Ecosystem ยท Oct 18, 2019

New ReasonReact bsb template!

Cheng Lou
Core Team Member

What's new?

New examples

BuckleScript 6.2.1 just got released, and with it came a freshly updated bsb ReasonReact template. To try it, just use the official installation: bsb -init my-react-app -theme react-hooks.

If you like what ReasonReact's Router did to your routing experience, you'll love what this template does to your project scaffolding. Highlights:

  • No more development-time bundler needed!

    • Files are dynamically required every page reload. No caching, no stale bundle, no race condition. Bsb provided us some much needed sanity in the build system. We're now applying the same philosophy to the subsequent bundling step at development time.

    • Thanks to that, the entire edit-reload cycle is now in milliseconds, with cold reloading. No state bugs.

    • An optional, example bundler (Webpack) for production is provided, just for completeness.

  • This starter boilerplate now serves the extra purpose of being a ReasonReact examples repo.

    • Evergreen collection of use-cases right in your template. Supersedes the now-deprecated reason-react-examples repo.

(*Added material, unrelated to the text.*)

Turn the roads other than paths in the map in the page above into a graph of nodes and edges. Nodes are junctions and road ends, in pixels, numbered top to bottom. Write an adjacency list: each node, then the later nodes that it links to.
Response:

    • Informative comments on possible, lean architecture choices. No decision paralysis.

    • Table of ReasonReact features used in the README, so that you can eye the ReasonReact API you need and directly jump into the corresponding file.

  • Finally, a front-end boilerplate you can 100% fit in your head!

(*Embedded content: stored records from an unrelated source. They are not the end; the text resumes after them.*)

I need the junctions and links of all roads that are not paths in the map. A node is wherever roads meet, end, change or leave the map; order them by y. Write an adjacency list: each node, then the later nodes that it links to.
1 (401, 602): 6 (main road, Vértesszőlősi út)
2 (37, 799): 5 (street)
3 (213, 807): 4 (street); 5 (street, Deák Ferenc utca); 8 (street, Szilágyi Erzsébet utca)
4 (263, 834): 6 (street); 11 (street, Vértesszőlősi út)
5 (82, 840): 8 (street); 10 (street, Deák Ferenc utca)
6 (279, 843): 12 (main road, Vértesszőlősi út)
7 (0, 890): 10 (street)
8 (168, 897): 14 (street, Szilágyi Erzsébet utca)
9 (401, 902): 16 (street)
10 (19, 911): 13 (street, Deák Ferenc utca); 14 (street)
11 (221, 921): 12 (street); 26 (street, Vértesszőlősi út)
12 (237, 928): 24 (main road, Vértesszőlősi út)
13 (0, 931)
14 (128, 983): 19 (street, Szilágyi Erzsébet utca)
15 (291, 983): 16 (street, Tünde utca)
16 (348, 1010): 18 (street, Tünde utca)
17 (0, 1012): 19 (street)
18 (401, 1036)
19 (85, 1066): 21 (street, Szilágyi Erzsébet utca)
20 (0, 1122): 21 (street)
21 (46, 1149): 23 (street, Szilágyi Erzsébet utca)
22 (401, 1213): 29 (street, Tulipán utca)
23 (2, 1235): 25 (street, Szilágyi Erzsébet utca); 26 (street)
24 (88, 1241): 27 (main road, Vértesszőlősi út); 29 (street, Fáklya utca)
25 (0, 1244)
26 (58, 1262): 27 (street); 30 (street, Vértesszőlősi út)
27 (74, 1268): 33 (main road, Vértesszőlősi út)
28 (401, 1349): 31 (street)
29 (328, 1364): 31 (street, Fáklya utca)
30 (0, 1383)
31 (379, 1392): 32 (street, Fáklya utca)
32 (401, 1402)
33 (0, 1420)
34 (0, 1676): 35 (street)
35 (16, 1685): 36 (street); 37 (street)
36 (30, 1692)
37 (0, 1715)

    • Only two production dependencies: React and ReasonReact.

    • Only two development-time dependencies: BuckleScript and moduleserve (the latter resolves the requires during development).

    • Simple, transparent and great for learners. Nothing in the repo is opaque; everything can be tweaked. You get to make structural changes as you see fit.

Ever seen newcomers subconsciously blame themselves for not understanding a boilerplate when it's too rigid or fragile? It hurts to watch that. Front-end boilerplate generators have become complex beasts that have exceed the threshold acceptable for learning. For us, a boilerplate needs to enable folks to:

  • get to their first working screen quickly, and

  • understand the entirely of what's going on. Hard to change what you don't understand!

Most boilerplates overfit the first, at the huge expense of the second. There are simply too many layers of shaky abstractions piled on top of each other for a person to truly grasp it; all the bells and whistles one might think newcomers appreciate pale in comparison to the disempowerment they'd feel facing such large scope and fragile setups. It shouldn't feel this elaborate to put pixels on the screen!

Such boilerplate is no way to design learnability. That's why ours keeps things at a minimum, and should ironically feel much easier to get started with and to fully grasp than the opposite, overbearing approach. We encourage you to go through every file in the project; they're well-commented, succinct, and immediately useful. It goes without saying that we did not compromise on the polish of the examples =).

For a long time, folks thought their edit-reload experience would be achieved through adding more layers on top of their bundler; we believe, just like for our ReasonReact Router, that we've achieved this by removing the layers.